1. Verfahren zum Verbinden einer einzigen Schicht von Schleifpartikeln mit de Oberfläche
eines metallenen Werkstückes, gemäß dem das Werkstück und die Schliefpartikel in ein
elektrolytisches, aus einer wässrigen Lösung von Metallionen bestehendes Galvanisierungsbad
zu tauchen sind, wobei durch Galvanisieren auf der Oberfläche des Werkstücks und um
die Schleifpartikel, die auf der Oberfläche anliegen, eine metallische Bindungs-Matrix
geschaffen wird, dadurch gekennzeichnet, daß vor dem Galvanisieren in die Oberfläche
des Werkstücks (10) Hohlräume (21) eingeätzt werden, die von ihren Dimensionen her
so beschaffen sind, daß jeder Hohlraum ein Teil eines Schleifpartikels (25) aufnehmen
kann, daß anschließend an den Arbeitsschritt 'Ätzen' das Werkstück zumindest Teilweise
mit einer Schicht (46) der Schleifpartikel im Galvanisierungsbad (20) umgeben sowie
eine elektromotorische Kraft zwischen eine Metallanode (34) und das Werkstück an das
Galvanisierungsbad gelegt wird, wodurch die Schleifpartikel einzeln teilweise in die
Hohlräume der geätzten Oberfläche des Werkstücks eingelagert werden, indem eine Metallschicht
(23) auf das Werkstück und um die eingelagerten Partikel galvanisch aufgebracht wird,
und daß anschließend an den Arbeitsschritt 'Galvanisieren' das Werkstück zumindest
teilweise in ein zweites Galvanisierungsbad (40) getaucht wird, das aus einer wässrigen
Lösung von Metallionen besteht, und eine zweite Metallschicht (27) um die teilweise
eingelagerten Schleipartikel aufgebracht wird.
2. Verfahren nach Anspruch 1, dadurch gekennzeichnet, daß die Schliefpartikel (25)
auf eine poröse Plattform (50) aufgebracht werden, die sich in dem erstgenannten Galvanisierungsbad
(20) befindet.
3. Verfahren nach Anspruch 1 oder Anspruch 2, dadurch gekennzeichnet, daß die wässrige
Lösung in dem erstgenannten Galvanisierungsbad (20) um das von der Schicht der Schleifpartikel
umgebene Werkstück (10) zirkuliert.
4. Verfahren nach den Ansprüchen 1 bis 3, dadurch gekennzeichnet, daß das Werkstück
(10) vor dem zweiten Galvanisieren aus dem erstgenannten Galvanisierungsbad entnommen
und mit Wasser abgespült wird.
5. Verfahren nach Anspruch 4, dadurch gekennzeichnet, daß das abgespülte Werkstück
vor dem Eintauchen oder teilweisem Eintauchen in das zweite Galvanisierungsbad (40)
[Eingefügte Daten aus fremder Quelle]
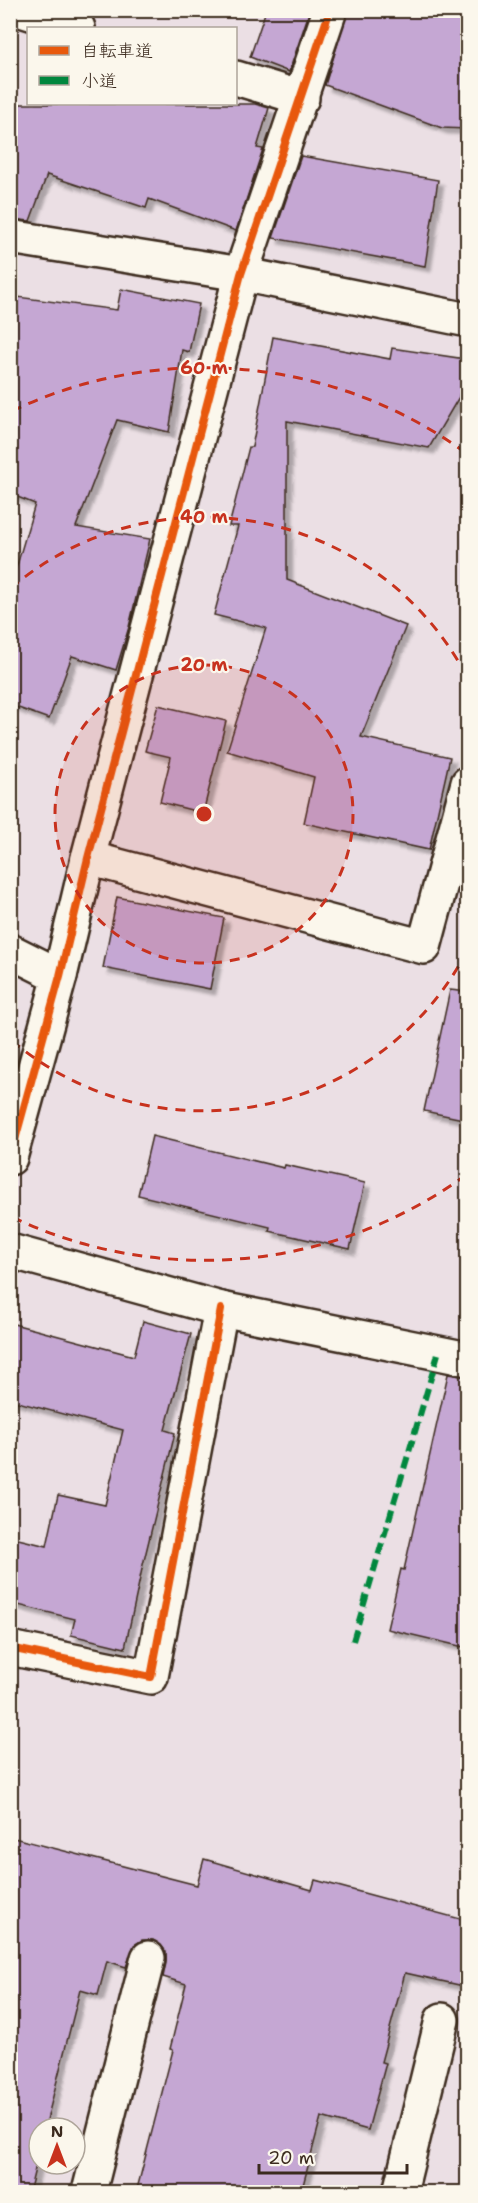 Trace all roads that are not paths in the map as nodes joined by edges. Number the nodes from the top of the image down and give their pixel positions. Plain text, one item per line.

in ein Säurebad gebracht wird.
6. Verfahren nach den Ansprüchen 1 bis 5, dadurch gekennzeichnet, daß das Werkstück
bei einer Temperatur unterhalb der Zersetzungstemperatur de Schleifpartikel einer
Hitzebehandlung unterzogen wird, um, nachdem das Werkstück dem zweiten Galvanisierungsbad
entnommen wurde, die aufgebrachte Metallschicht zu härten.
7. Verfahren nach einem oder mehren der vorhergehenden Ansprüche, dadurch gekennzeichnet,
daß als zweites Galvanisierungsbad (40) ein stromloses Bad verwendet wird.
8. Verfahren nach den Ansprüchen 1 bis 7, dadurch gekennzeichnet, daß das Werkstück
im ersten Galvanisierungsbad während des Aufbringens der Metallschicht einer rotatorischen
Bewegun unterworfen wird.
9. Verfahren nach den Ansprüchen 1 bis 8, dadurch gekennzeichnet, daß zwischen dem
Ätzvorgang und der Beschichtung im erstgenannten Galvanisierungsbad ein dünner Metallüberzug
auf die Oberfläche des Werkstücks aufgetragen wird, um eine Oxydbildung an der Oberfläche
des Werkstücks zu vermeiden.
10. Verfahren nach den Ansprüchen 1 bis 9, dadurch gekennzeichnet, daß im erst- und
zweitgenannten Galvanisierungsbad verschiedene Metallionen verwendet werden.